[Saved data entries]
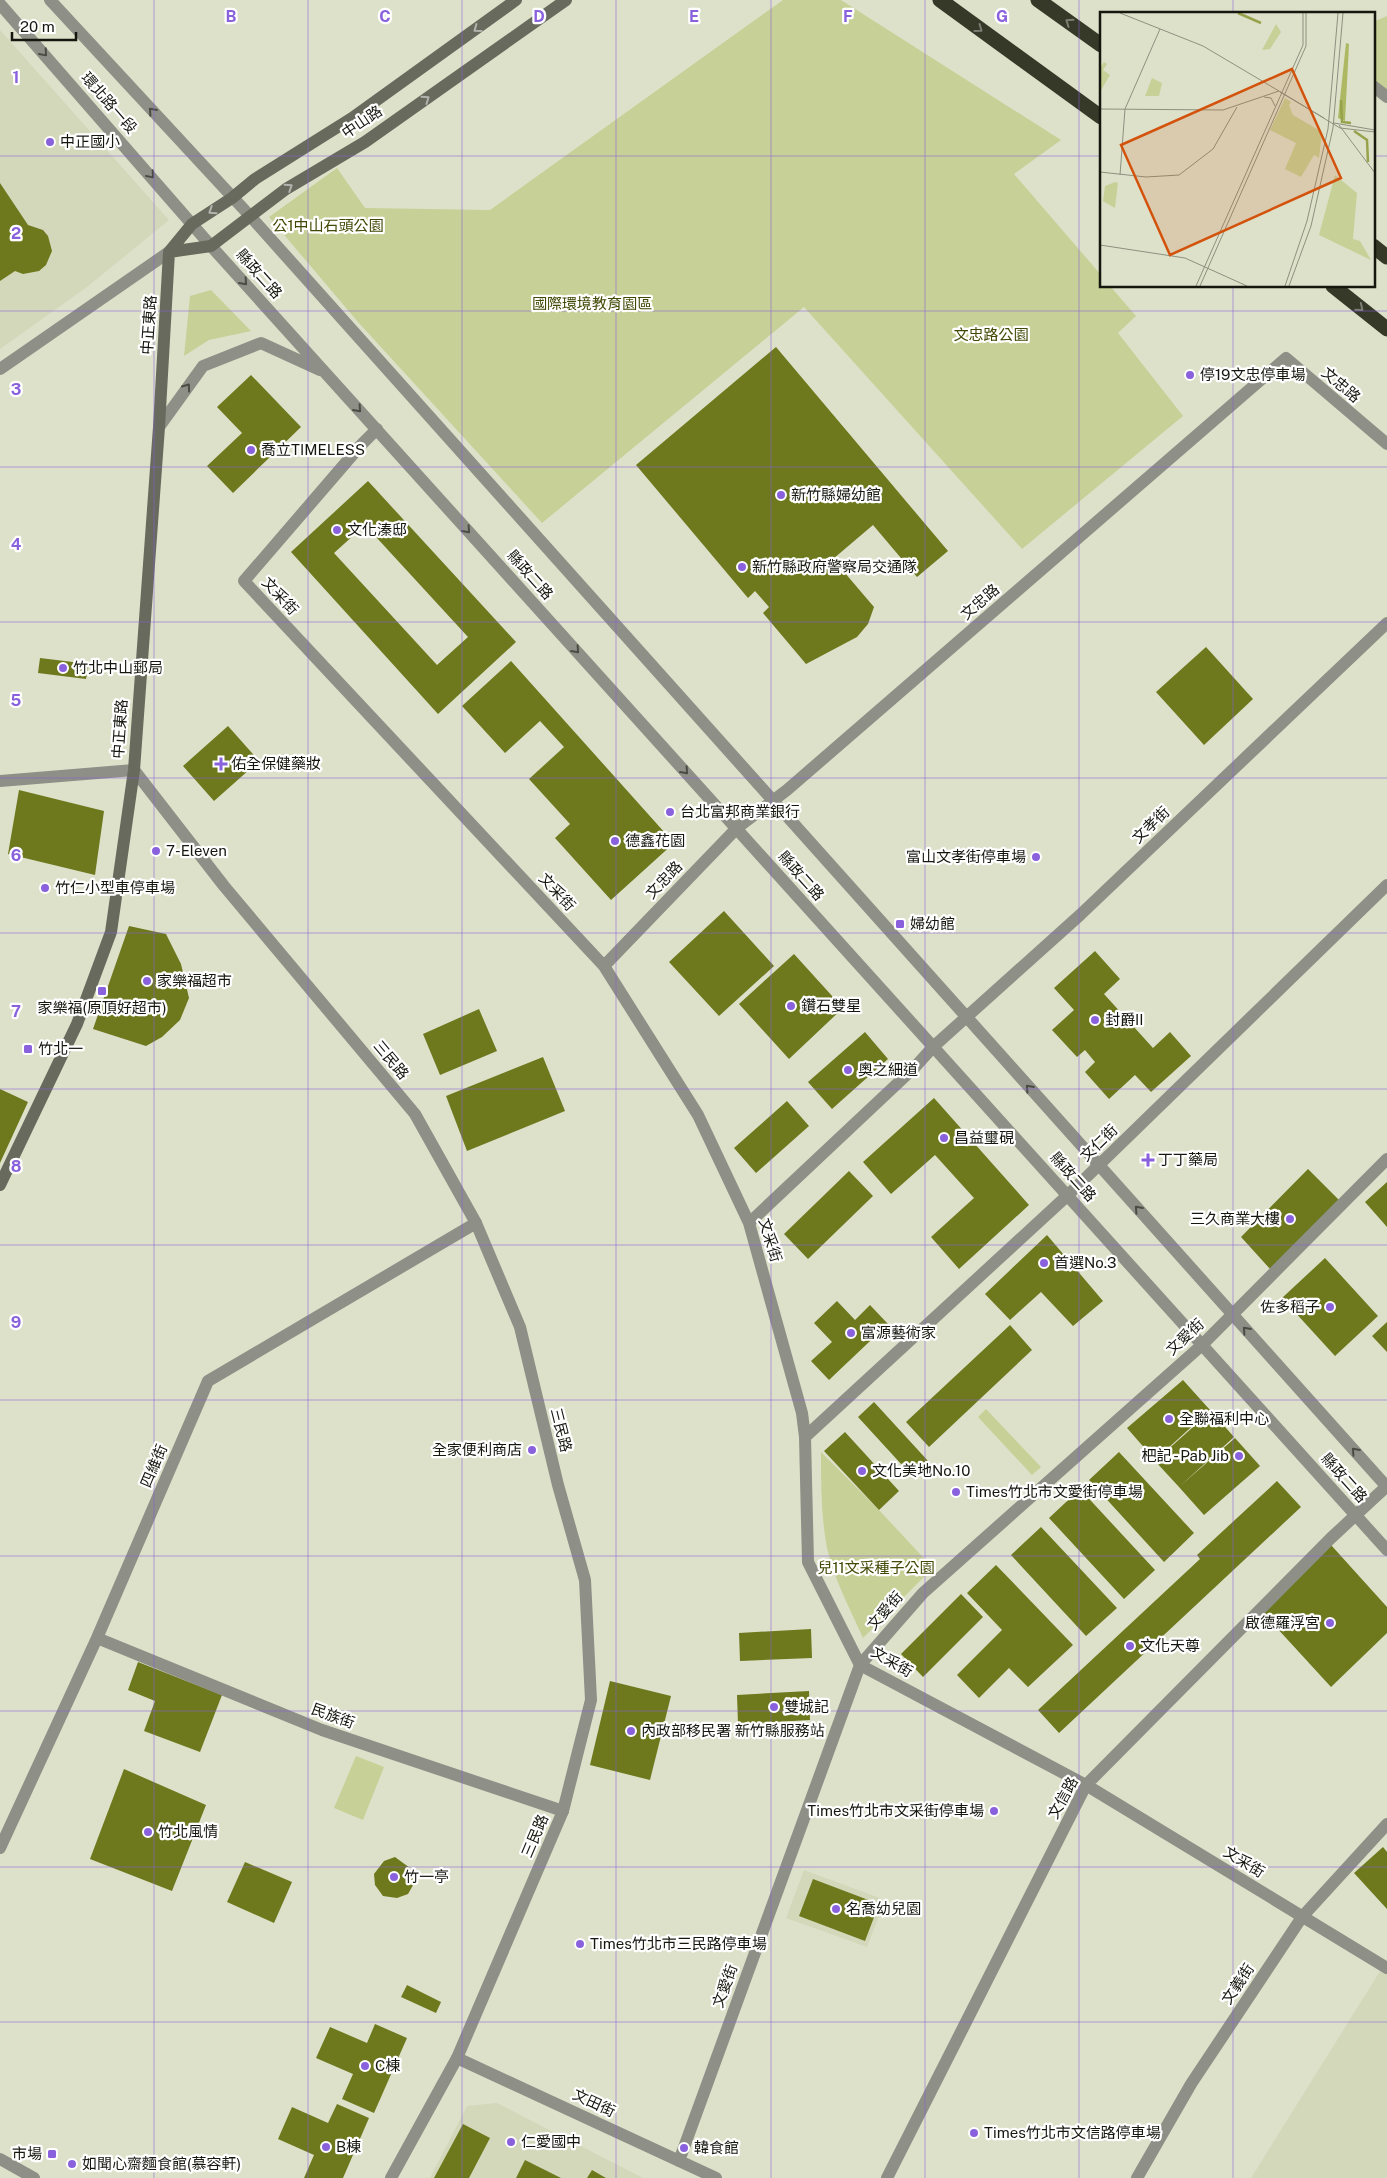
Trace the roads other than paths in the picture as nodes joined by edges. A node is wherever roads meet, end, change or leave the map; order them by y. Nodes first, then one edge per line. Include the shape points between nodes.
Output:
1 (50, 0) edge
2 (516, 0) edge
3 (566, 0) edge
4 (940, 0) edge
5 (1038, 0) edge
6 (0, 4) edge
7 (1100, 43) edge
8 (1374, 87) edge
9 (1387, 97) edge
10 (1100, 116) edge
11 (232, 198) junction
12 (251, 216) junction
13 (192, 224) junction
14 (211, 246) junction
15 (1374, 247) edge
16 (169, 252) junction
17 (1387, 257) edge
18 (1336, 288) edge
19 (1387, 329) edge
20 (0, 369) edge
21 (326, 372) junction
22 (159, 427) junction
23 (377, 429) junction
24 (1387, 444) edge
25 (1387, 623) edge
26 (134, 770) junction
27 (0, 781) edge
28 (773, 801) junction
29 (736, 828) junction
30 (1387, 885) edge
31 (604, 966) junction
32 (966, 1017) junction
33 (933, 1047) junction
34 (1387, 1159) edge
35 (1099, 1165) junction
36 (0, 1185) edge
37 (1068, 1195) junction
38 (476, 1223) junction
39 (749, 1223) junction
40 (1232, 1314) junction
41 (1202, 1345) junction
42 (805, 1437) junction
43 (1387, 1486) edge
44 (1355, 1514) junction
45 (1387, 1550) edge
46 (97, 1638) junction
47 (860, 1665) junction
48 (1086, 1785) junction
49 (563, 1811) junction
50 (1387, 1824) edge
51 (0, 1848) edge
52 (1302, 1917) junction
53 (1387, 1968) edge
54 (457, 2058) junction
55 (0, 2159) edge
56 (679, 2160) junction
57 (34, 2178) edge
58 (391, 2178) edge
59 (716, 2178) edge
60 (887, 2178) edge
61 (1137, 2178) edge

11 -> 1 street, 環北路一段
2 -> 11 main road, 中山路 via 352,118 255,179
12 -> 3 main road, 中山路 via 286,189 365,142
4 -> 10 highway
7 -> 5 highway
6 -> 13 street, 環北路一段
8 - 9 street
11 - 12 street, 縣政二路
11 -> 13 main road, 中山路
12 - 14 main road, 中山路
12 - 28 street, 縣政二路
13 - 14 street, 縣政二路
13 - 16 main road, 中山路
14 - 16 main road, 中山路
14 -> 21 street, 縣政二路
15 - 17 highway
16 - 20 street, 中山路
16 - 22 main road, 中正東路
18 -> 19 highway
22 -> 21 street via 203,366 261,343
21 -> 23 street, 縣政二路
22 - 26 main road, 中正東路
23 -> 29 street, 縣政二路
23 - 31 street, 文采街 via 244,581
24 - 28 street, 文忠路 via 1286,358
25 - 32 street, 文孝街 via 1080,915
26 - 27 street
26 - 36 main road, 中正東路 via 111,932 77,1024
26 - 38 street, 三民路 via 224,886 415,1114
28 - 29 street, 文忠路
28 - 32 street, 縣政二路
29 - 31 street, 文忠路
29 - 33 street, 縣政二路
30 - 35 street, 文仁街
31 - 39 street, 文采街 via 698,1115
32 - 33 street, 文孝街
35 -> 32 street, 縣政二路
33 - 37 street, 縣政二路
33 - 39 street, 文孝街
34 - 40 street, 文愛街
35 - 37 street, 文仁街
40 -> 35 street, 縣政二路
37 - 41 street, 縣政二路
37 - 42 street, 文仁街
38 - 46 street, 四維街 via 208,1381
38 - 49 street, 三民路 via 520,1327 558,1485 585,1580 591,1700
39 - 42 street, 文采街 via 802,1413
40 - 41 street, 文愛街
43 -> 40 street, 縣政二路
41 - 44 street, 縣政二路
41 - 47 street, 文愛街 via 923,1593
42 - 47 street, 文采街 via 808,1562
43 - 44 street, 文信路
44 - 45 street, 縣政二路
44 - 48 street, 文信路
46 - 49 street, 民族街 via 322,1730
46 - 51 street, 四維街
47 - 48 street, 文采街
47 - 56 street, 文愛街
48 - 52 street, 文采街
48 - 60 street, 文信路
49 - 54 street, 三民路
50 - 52 street, 文義街
52 - 53 street, 文采街
52 - 61 street, 文義街 via 1191,2084
54 - 56 street, 文田街
54 - 58 street, 三民路
55 - 57 street
56 - 59 street, 文田街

What you need to do = Each line of the entries above that includes the string "main" should be copied out.

Written answer =
2 -> 11 main road, 中山路 via 352,118 255,179
12 -> 3 main road, 中山路 via 286,189 365,142
11 -> 13 main road, 中山路
12 - 14 main road, 中山路
13 - 16 main road, 中山路
14 - 16 main road, 中山路
16 - 22 main road, 中正東路
22 - 26 main road, 中正東路
26 - 36 main road, 中正東路 via 111,932 77,1024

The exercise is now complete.